Evelyn: Was meinst du, was könnten Dashboards im Bereich von M&E leisten?

Sebastian: Im Evaluationskontext sehe ich den Nutzen bei formativen Evaluationen, die projektbegleitend durchgeführt werden. Aber auch im Monitoring-Bereich können Dashboards gut genutzt werden, weil man darüber regelmäßig Ergebnisse an Fachkräfte in Projekten zurückspielen kann. So können Fachkräfte die Erkenntnisse besser in ihre tägliche Arbeit einbinden. Derzeit wird das oft mit einem regelmäßigen Bericht gelöst. Das ist aber ein statisches Dokument. Der Vorteil eines Dashboards ist, dass Ergebnisse darin kompakter aufbereitet sind, dass es schneller zugänglich ist, und dem Mitarbeitenden diese Daten direkt zur Verfügung stehen.

Evelyn: Kannst du uns mehr zur konkreten Anwendung Deines Dashboards in der Praxis berichten?

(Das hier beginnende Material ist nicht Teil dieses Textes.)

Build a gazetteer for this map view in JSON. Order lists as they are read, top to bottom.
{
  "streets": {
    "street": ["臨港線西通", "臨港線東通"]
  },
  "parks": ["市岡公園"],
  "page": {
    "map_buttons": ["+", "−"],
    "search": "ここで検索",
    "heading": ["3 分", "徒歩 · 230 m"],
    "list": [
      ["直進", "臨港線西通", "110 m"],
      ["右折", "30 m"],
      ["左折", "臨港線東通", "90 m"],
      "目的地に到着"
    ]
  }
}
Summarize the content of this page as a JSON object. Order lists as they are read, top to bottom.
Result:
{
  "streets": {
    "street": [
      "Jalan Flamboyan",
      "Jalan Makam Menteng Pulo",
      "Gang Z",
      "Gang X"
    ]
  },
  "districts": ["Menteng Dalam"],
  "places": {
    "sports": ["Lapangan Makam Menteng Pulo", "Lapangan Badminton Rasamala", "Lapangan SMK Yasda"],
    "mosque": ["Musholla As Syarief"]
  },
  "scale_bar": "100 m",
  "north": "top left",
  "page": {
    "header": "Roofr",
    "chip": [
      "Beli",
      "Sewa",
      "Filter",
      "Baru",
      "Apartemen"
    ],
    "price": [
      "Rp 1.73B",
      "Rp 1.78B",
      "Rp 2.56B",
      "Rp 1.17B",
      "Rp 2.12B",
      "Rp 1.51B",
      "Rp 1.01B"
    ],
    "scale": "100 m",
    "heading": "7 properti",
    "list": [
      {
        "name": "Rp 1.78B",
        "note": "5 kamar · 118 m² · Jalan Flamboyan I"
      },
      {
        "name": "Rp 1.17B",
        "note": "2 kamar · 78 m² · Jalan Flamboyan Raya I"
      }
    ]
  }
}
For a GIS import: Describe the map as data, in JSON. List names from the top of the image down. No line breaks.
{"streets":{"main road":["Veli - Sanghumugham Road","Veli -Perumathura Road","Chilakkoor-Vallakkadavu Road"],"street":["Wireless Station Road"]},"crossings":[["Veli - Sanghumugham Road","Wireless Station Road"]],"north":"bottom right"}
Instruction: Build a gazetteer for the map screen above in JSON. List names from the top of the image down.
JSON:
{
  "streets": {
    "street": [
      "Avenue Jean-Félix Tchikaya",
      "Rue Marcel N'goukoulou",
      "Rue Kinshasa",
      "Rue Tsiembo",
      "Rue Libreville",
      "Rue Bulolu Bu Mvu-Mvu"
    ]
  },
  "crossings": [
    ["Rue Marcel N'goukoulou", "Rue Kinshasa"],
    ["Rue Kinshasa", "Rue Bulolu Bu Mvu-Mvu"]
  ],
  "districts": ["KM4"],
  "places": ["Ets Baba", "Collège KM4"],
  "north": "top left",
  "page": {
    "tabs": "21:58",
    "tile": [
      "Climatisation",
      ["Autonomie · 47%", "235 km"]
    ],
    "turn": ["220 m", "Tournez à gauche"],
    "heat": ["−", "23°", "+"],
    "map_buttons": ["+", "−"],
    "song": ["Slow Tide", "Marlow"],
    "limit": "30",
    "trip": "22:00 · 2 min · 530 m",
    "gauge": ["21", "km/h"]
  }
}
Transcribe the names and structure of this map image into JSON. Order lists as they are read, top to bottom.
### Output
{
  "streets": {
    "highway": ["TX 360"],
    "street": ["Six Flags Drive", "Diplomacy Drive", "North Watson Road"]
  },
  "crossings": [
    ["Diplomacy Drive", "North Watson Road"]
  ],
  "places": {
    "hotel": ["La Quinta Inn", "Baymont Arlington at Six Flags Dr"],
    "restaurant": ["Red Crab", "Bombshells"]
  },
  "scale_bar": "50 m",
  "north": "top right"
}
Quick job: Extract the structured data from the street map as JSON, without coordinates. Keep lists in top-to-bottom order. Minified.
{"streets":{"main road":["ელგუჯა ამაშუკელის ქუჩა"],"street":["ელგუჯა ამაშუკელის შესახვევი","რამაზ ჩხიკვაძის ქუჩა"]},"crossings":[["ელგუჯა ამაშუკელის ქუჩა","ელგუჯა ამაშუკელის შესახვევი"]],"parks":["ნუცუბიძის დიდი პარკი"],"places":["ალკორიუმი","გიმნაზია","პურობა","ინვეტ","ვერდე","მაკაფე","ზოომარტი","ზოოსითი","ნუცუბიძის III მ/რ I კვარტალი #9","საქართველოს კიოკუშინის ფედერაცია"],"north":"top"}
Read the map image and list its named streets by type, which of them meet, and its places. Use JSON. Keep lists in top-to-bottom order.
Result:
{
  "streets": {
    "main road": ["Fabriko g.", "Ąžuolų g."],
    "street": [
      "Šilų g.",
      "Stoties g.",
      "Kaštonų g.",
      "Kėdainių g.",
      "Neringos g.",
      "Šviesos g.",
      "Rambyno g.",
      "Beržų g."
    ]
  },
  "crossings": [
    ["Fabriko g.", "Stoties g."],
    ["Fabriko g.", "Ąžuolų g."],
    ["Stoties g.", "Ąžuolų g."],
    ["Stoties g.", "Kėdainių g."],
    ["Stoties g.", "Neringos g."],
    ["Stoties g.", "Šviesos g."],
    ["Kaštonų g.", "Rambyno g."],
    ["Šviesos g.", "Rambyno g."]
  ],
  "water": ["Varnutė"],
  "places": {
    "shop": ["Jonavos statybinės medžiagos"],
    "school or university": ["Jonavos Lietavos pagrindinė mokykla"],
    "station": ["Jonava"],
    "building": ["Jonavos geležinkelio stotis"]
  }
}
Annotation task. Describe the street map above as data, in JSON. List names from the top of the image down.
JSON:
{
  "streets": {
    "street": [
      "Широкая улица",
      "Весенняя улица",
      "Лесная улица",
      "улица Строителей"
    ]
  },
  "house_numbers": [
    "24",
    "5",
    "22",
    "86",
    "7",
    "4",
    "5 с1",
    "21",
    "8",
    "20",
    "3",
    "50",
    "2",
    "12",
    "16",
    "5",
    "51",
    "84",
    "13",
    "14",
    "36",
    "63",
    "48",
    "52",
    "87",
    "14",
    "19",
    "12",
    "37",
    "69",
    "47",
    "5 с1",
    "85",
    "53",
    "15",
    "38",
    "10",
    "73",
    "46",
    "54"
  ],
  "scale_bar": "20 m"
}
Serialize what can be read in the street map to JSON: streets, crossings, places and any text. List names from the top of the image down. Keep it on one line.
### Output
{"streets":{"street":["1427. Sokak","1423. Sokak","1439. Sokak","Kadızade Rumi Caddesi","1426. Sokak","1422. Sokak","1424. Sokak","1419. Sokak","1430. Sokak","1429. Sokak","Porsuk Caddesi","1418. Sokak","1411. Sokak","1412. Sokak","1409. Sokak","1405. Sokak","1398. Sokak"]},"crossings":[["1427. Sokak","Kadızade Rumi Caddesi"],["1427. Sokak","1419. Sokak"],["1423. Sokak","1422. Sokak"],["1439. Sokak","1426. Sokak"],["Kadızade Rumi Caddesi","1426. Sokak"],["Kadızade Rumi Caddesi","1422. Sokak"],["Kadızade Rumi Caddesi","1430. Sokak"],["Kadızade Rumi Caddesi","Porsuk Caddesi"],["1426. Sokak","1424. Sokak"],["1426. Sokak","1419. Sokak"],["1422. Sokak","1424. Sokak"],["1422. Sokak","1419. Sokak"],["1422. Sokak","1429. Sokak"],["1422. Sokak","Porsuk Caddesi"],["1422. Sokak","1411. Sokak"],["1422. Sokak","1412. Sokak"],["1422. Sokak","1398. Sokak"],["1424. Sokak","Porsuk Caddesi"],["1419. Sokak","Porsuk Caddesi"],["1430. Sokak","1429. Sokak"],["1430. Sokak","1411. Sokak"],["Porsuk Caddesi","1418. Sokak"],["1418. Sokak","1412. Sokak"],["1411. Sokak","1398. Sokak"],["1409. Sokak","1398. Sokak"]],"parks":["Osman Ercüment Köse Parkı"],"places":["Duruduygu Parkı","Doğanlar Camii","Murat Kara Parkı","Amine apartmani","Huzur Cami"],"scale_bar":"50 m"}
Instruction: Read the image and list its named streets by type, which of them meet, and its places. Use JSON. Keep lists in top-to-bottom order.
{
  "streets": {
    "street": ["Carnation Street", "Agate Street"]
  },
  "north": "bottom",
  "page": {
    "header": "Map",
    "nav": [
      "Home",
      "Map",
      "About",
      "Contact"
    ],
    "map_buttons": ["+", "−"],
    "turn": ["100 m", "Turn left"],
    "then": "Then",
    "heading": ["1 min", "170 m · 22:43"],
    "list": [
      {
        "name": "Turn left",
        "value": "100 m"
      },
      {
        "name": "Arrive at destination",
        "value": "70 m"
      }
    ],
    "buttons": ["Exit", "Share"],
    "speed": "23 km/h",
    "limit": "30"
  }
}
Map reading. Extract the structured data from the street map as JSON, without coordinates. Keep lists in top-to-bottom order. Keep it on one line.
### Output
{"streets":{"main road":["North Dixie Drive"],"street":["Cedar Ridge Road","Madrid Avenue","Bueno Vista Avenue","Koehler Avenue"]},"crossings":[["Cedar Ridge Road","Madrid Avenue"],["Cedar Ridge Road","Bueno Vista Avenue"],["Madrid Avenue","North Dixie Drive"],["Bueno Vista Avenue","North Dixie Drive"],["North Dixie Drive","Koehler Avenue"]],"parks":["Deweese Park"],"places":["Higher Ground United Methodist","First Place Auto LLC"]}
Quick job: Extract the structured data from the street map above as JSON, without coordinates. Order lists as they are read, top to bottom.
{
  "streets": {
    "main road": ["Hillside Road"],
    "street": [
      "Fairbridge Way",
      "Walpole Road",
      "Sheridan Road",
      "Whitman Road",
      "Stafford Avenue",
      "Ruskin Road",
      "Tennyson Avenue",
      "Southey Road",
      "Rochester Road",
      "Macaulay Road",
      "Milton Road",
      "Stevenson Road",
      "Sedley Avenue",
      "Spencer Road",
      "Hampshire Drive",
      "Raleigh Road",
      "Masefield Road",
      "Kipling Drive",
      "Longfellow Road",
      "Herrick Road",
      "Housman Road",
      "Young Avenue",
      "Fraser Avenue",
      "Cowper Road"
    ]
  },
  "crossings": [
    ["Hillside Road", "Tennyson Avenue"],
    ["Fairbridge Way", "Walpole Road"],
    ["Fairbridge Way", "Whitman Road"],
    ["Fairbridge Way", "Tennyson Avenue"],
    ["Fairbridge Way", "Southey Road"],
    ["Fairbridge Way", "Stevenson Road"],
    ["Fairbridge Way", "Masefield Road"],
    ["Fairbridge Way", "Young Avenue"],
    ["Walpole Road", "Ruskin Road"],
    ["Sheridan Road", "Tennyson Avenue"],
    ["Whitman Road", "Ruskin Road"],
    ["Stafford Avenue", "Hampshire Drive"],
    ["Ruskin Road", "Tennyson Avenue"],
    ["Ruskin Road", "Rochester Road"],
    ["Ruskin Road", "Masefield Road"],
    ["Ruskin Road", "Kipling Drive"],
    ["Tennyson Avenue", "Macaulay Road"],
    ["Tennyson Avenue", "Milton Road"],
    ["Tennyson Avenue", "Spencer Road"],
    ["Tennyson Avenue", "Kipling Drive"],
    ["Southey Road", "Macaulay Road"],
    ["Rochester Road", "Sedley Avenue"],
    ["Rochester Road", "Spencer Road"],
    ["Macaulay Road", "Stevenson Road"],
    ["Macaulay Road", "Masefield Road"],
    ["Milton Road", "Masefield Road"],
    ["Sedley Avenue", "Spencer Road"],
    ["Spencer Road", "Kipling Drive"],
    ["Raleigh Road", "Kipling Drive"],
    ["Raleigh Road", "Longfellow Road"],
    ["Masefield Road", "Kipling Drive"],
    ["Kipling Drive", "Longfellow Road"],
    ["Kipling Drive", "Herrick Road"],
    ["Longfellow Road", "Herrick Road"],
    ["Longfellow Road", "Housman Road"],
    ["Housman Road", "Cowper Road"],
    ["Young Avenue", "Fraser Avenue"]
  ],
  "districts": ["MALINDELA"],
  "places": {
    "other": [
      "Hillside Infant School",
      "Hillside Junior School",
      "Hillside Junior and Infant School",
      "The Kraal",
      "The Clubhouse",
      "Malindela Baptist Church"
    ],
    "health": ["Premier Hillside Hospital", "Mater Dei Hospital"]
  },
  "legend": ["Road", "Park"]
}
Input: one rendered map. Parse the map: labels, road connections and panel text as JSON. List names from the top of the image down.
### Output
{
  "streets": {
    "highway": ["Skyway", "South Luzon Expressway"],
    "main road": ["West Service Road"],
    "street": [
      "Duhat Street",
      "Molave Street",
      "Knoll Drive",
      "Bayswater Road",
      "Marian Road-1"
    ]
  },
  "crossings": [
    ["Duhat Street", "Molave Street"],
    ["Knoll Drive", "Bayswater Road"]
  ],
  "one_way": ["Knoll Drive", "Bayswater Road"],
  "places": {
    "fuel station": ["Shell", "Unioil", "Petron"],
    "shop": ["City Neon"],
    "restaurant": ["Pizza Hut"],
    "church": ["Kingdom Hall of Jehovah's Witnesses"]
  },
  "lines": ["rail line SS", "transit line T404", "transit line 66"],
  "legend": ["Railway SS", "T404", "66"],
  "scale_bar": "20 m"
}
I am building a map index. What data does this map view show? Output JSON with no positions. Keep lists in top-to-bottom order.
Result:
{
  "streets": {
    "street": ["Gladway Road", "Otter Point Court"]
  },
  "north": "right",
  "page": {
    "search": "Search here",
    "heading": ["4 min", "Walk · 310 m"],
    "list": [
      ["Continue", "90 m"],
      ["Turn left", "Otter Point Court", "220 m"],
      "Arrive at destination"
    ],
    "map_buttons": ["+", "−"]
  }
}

„Es kam gut an, dass man einfach mal sehen kann, wofür man diese ganzen Erhebungen eigentlich macht.“

Sebastian Ottmann

Sebastian: In unserem Projekt ging es um Maßnahmen für Jugendliche im Hinblick auf ihre Berufsausbildung. Diese Maßnahmen werden im Jahresrhythmus durchgeführt. Wir haben die Kompetenzen am Anfang und am Ende des Programms erhoben. Mit dem Dashboard können Fachkräfte in den Einrichtungen sich die Ergebnisse dieser Erhebungen direkt anschauen. Sie können analysieren, ob die Verläufe in ihrer eigenen Einrichtung anders sind, als beispielsweise in anderen Einrichtungen oder verglichen mit einer Region insgesamt bzw. ob die Verläufe sich in den verschiedenen Erhebungsjahren unterscheiden. Daran kann sich dann eine fachlich-inhaltliche Diskussion anknüpfen: Warum sind die Ergebnisse unterschiedlich? Müssen wir auf bestimmte Verläufe mit pädagogischen Interventionen reagieren? Wir haben bis jetzt positives Feedback bekommen. Es kam u. a. gut an, dass man einfach mal sehen kann, wofür man diese ganzen Erhebungen eigentlich macht. In Teambesprechungen haben die Fachkräfte dann damit gearbeitet und Schlussfolgerungen abgeleitet.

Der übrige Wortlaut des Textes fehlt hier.